Each meeting will focus on a different project, but Gatanis said they will never be too complicated. Around 15 students attended their first meeting in a Piano Row conference room on Tuesday, Feb. 17, with a project to sketch a still life.
“[This club] is basically for people who want to just draw together because that’s kind of the fun part, the social aspect of art that we don’t really have at this school,” said Butler, a marketing communication major. “We’re hoping to make friends who also like to draw.”
After attending the annual organization fair in September, Gatanis said she realized she couldn’t find any groups at Emerson that are just about having fun. She wanted something that is not career-driven and that does not involve a screening process.
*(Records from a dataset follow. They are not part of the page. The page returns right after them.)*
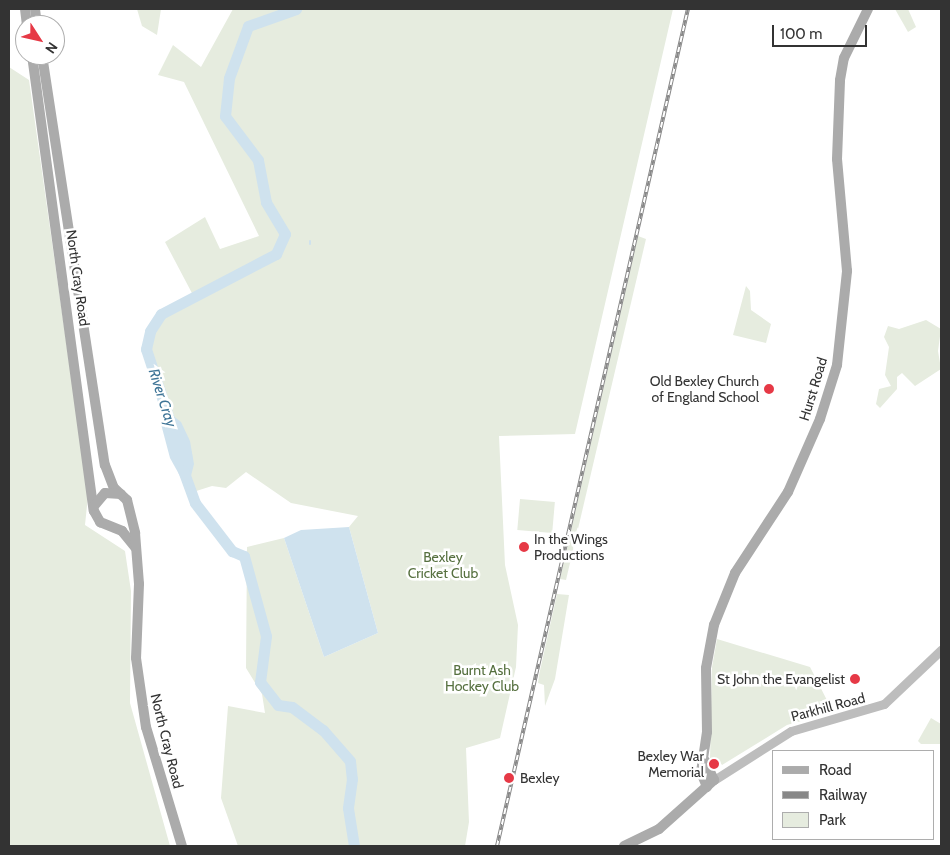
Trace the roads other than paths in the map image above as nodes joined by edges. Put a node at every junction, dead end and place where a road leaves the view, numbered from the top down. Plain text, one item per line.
1 (868, 9) edge
2 (33, 65) edge
3 (44, 65) edge
4 (121, 494) junction
5 (94, 506) junction
6 (129, 513) junction
7 (109, 526) junction
8 (137, 550) junction
9 (941, 650) edge
10 (711, 783) junction
11 (182, 846) edge
12 (624, 846) edge

1 - 10 main road, Hurst Road
2 - 5 main road, North Cray Road
3 - 4 main road, North Cray Road
4 - 5 main road
4 - 6 main road
5 - 7 main road
6 - 7 main road
6 - 8 main road, North Cray Road
7 - 8 main road
8 - 11 main road, North Cray Road
9 - 10 main road, Parkhill Road
10 - 12 main road

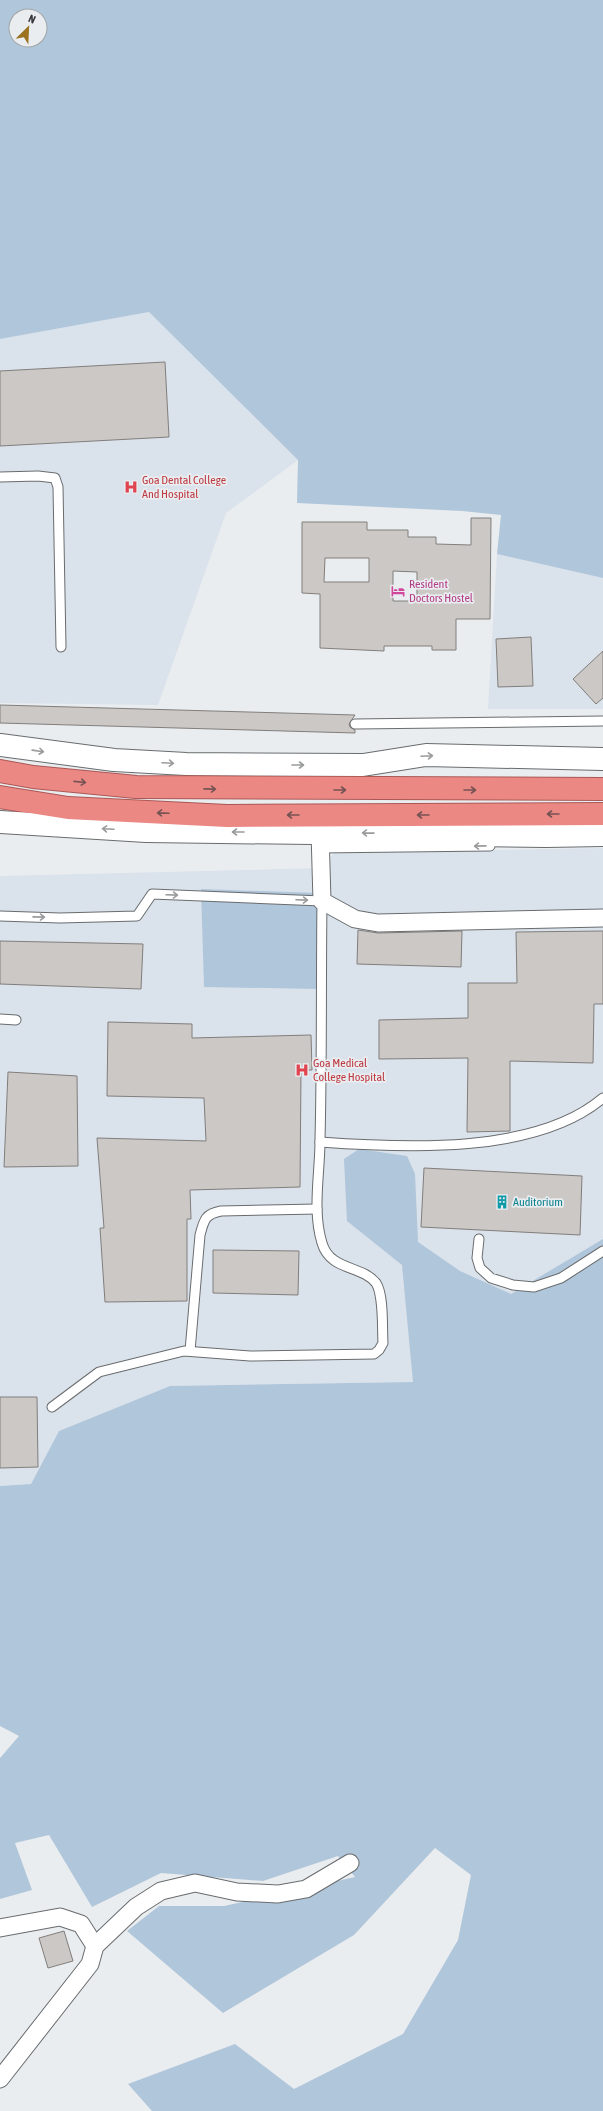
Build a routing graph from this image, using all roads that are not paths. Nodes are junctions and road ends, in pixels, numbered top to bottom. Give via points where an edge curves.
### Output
1 (0, 477) edge
2 (61, 647) dead end
3 (603, 721) edge
4 (355, 724) dead end
5 (0, 745) edge
6 (603, 759) edge
7 (0, 771) edge
8 (603, 789) edge
9 (0, 797) edge
10 (603, 814) edge
11 (0, 822) edge
12 (595, 835) edge
13 (318, 843) junction
14 (497, 846) dead end
15 (536, 846) dead end
16 (322, 901) junction
17 (0, 916) edge
18 (603, 918) edge
19 (0, 1019) edge
20 (16, 1020) dead end
21 (603, 1098) edge
22 (320, 1142) junction
23 (317, 1209) junction
24 (479, 1239) dead end
25 (603, 1251) edge
26 (190, 1351) junction
27 (52, 1408) dead end
28 (350, 1863) dead end
29 (0, 1928) edge
30 (95, 1946) junction
31 (0, 2079) edge

1 - 2 lane via 55,478 58,487
3 - 4 lane
5 -> 6 street via 114,760 186,764 363,765 426,755
7 -> 8 highway via 33,777 136,787
10 -> 9 highway via 227,816 68,808
13 -> 11 street
12 -> 13 street
12 - 15 lane via 559,845
14 -> 13 lane
13 - 16 street
17 -> 16 lane via 137,916 152,894
16 - 18 street via 355,919 378,923
16 - 22 lane
19 - 20 lane
21 - 22 lane via 592,1108 539,1132 460,1145 376,1146
22 - 23 lane
23 - 26 lane via 210,1213 203,1222 200,1235
23 - 26 lane via 322,1244 331,1259 366,1276 375,1283 380,1293 383,1343 380,1350 374,1354 250,1356
24 - 25 lane via 477,1258 480,1268 491,1278 513,1285 534,1287 561,1278
26 - 27 lane via 99,1372
28 - 30 street via 306,1889 278,1894 237,1892 195,1883 161,1891 136,1907
29 - 30 street via 60,1917 81,1924
30 - 31 street via 90,1964

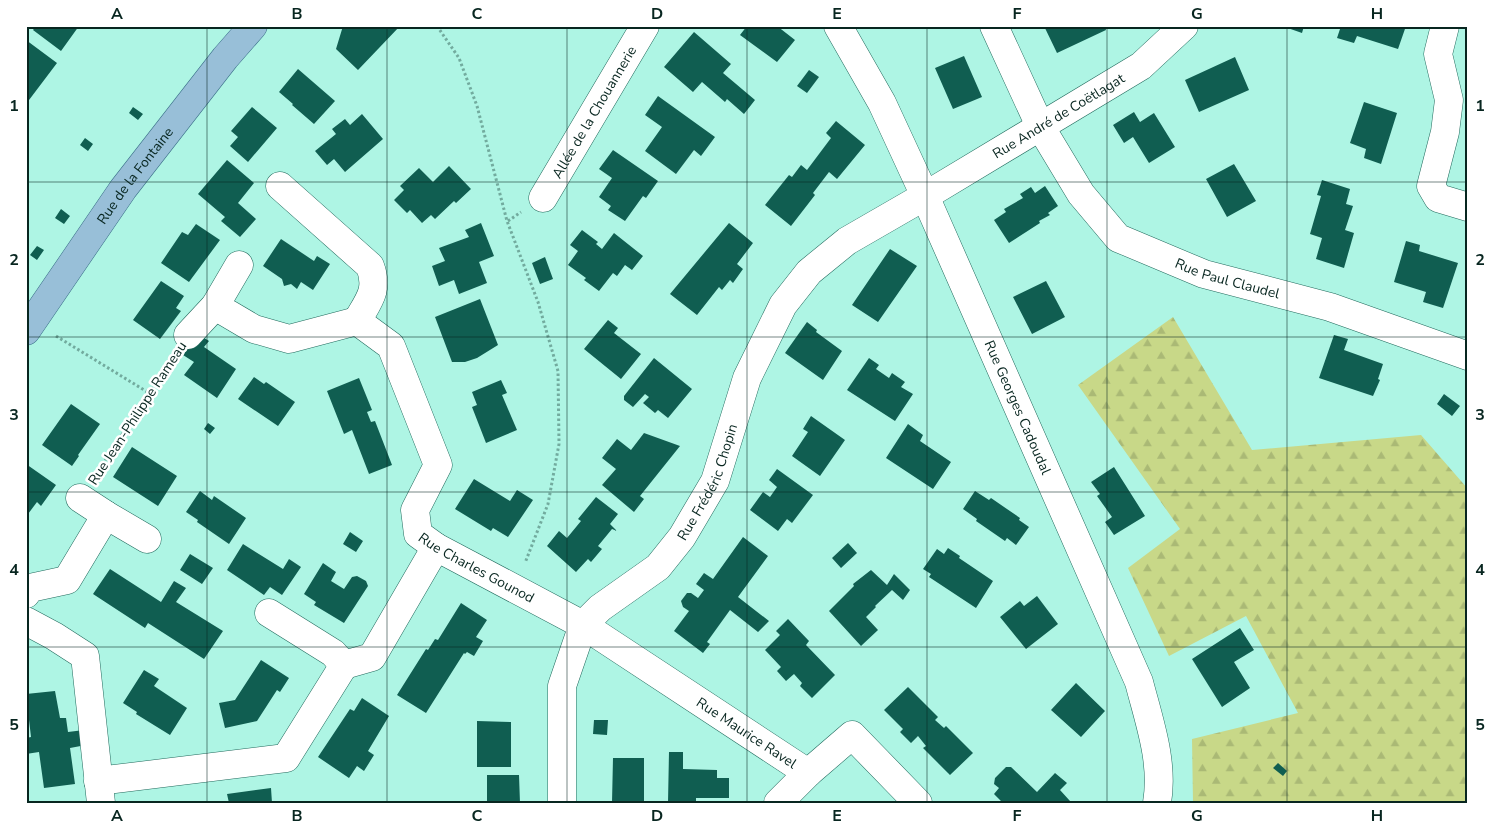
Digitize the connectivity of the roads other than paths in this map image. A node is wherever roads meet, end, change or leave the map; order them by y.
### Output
1 (253, 26) edge
2 (645, 26) edge
3 (838, 26) edge
4 (994, 26) edge
5 (1184, 26) edge
6 (1445, 26) edge
7 (1040, 126) junction
8 (280, 186) dead end
9 (925, 196) junction
10 (542, 198) dead end
11 (1468, 207) edge
12 (239, 265) dead end
13 (215, 306) junction
14 (357, 321) junction
15 (37, 331) edge
16 (188, 335) road end
17 (1468, 356) edge
18 (80, 498) road end
19 (106, 514) junction
20 (147, 539) dead end
21 (436, 547) junction
22 (26, 594) edge
23 (269, 613) dead end
24 (26, 621) edge
25 (583, 625) junction
26 (344, 665) junction
27 (808, 773) junction
28 (100, 792) edge
29 (562, 803) edge
30 (778, 803) edge
31 (918, 803) edge
32 (1157, 803) edge

1 - 15 main road, Rue de la Fontaine
2 - 10 street, Allée de la Chouannerie
3 - 9 street, Rue Georges Cadoudal
4 - 7 street, Rue Paul Claudel
5 - 7 street, Rue André de Coëtlagat
6 - 11 street
7 - 9 street, Rue André de Coëtlagat
7 - 17 street, Rue Paul Claudel
8 - 14 street
9 - 25 street, Rue Frédéric Chopin
9 - 32 street, Rue Georges Cadoudal
12 - 13 street
13 - 14 street
13 - 16 street, Rue Jean-Philippe Rameau
14 - 21 street, Rue Charles Gounod
18 - 19 street, Rue Jean-Philippe Rameau
19 - 20 street, Rue Jean-Philippe Rameau
19 - 22 street
21 - 25 street, Rue Charles Gounod
21 - 26 street
23 - 26 street
24 - 28 street
25 - 27 street, Rue Maurice Ravel
25 - 29 street, Rue Frédéric Chopin
26 - 28 street
27 - 30 street
27 - 31 street, Rue Maurice Ravel

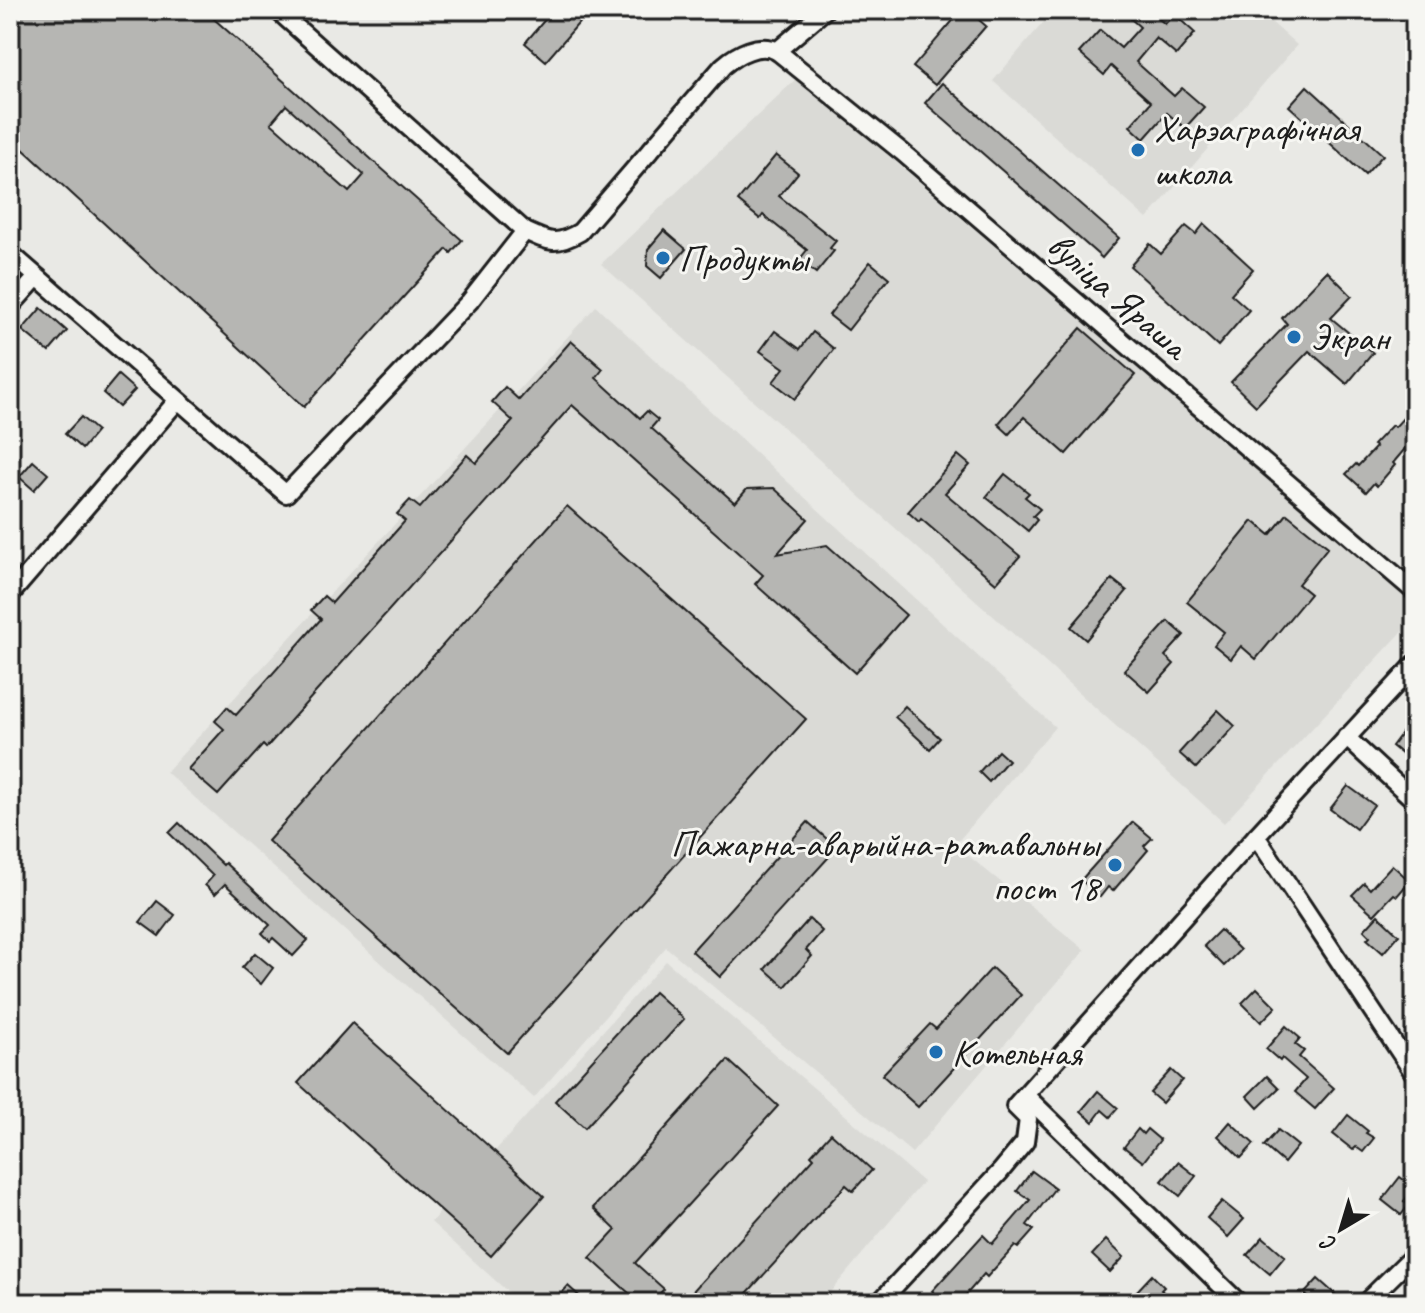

In forming the Art Club, Gatanis said she was inspired by her nostalgia for the simpler times of her childhood. This nostalgia goes back to the days when they created art while making friends, Butler said. She said it is important to create a community for creating art where people can feel free from criticism.
“We miss art classes in high school and middle school where everyone would just sit around and make art and talk,” Gatanis said. “[The club is] just going to be a safe and relaxed space.”
Studies have shown coloring and other art reduces stress for not only children, but also adults. The relaxation is in part because of childhood memories, but also because art uses both logic and reasoning. Freshman Ben Franchi, who joined the club, said art is his primary form of relaxation.
“If you keep your emotions welled up all the time, you’re going to explode,” said Franchi, a visual and media arts major. “With art, you can try to make a physical context instead of just talking it out. Because if you talk it out, it’s still going to be there, but once you draw it out it’s something. It’s gone.”
Participants discussed the challenges of producing creative work for fun within their busy college schedules.
“We are an art school and we didn’t have an art club, which is weird,” said Katelyn Guerin, a marketing communication major. “I know a lot of people who do art at Emerson, but there’s never been a concentrated place where we can all meet and socialize.
Franchi said he thinks society sees art like an imaginary friend—nice to have when you’re young, but eventually, it becomes a waste of time. Guerin said this attitude has come about because public high schools are devoting fewer resources to the arts. She said she wasn’t able to take any art classes in high school until her senior year.
“People think more practically, like, ‘Oh forget art, it’s not going to get me a job, so I need to spend my time doing something more productive,’” Guerin said. “It’s not like math where there’s just one answer; you can go anywhere with it.”
At the club’s first event, the project was to sketch with pencil whatever still-life came to each artist’s mind. Some were drawing crude stick figures, while others had detailed masterpieces. After the event, which lasted an hour and a half, students were allowed to keep their sketches.
Gatanis and Butler brought their own supplies, such as colored pencils, erasers, and markers to share on Tuesday, but said in the future, they plan to hold fundraisers, like bake sales, to finance bigger projects. They said their fear is having future events where there aren’t enough supplies or space for all the participants, particularly because anyone can enter the club.
The co-founders said they do not plan on seeking recognition from the Student Government Association, because they would rather focus on being relaxed and simply having fun.
“Even though I’m starting this club, I can’t do art,” Gatanis said. “I’m not a good artist so there’s no pressure, and even if you are a good artist you can get feedback; that’s definitely a selling point.”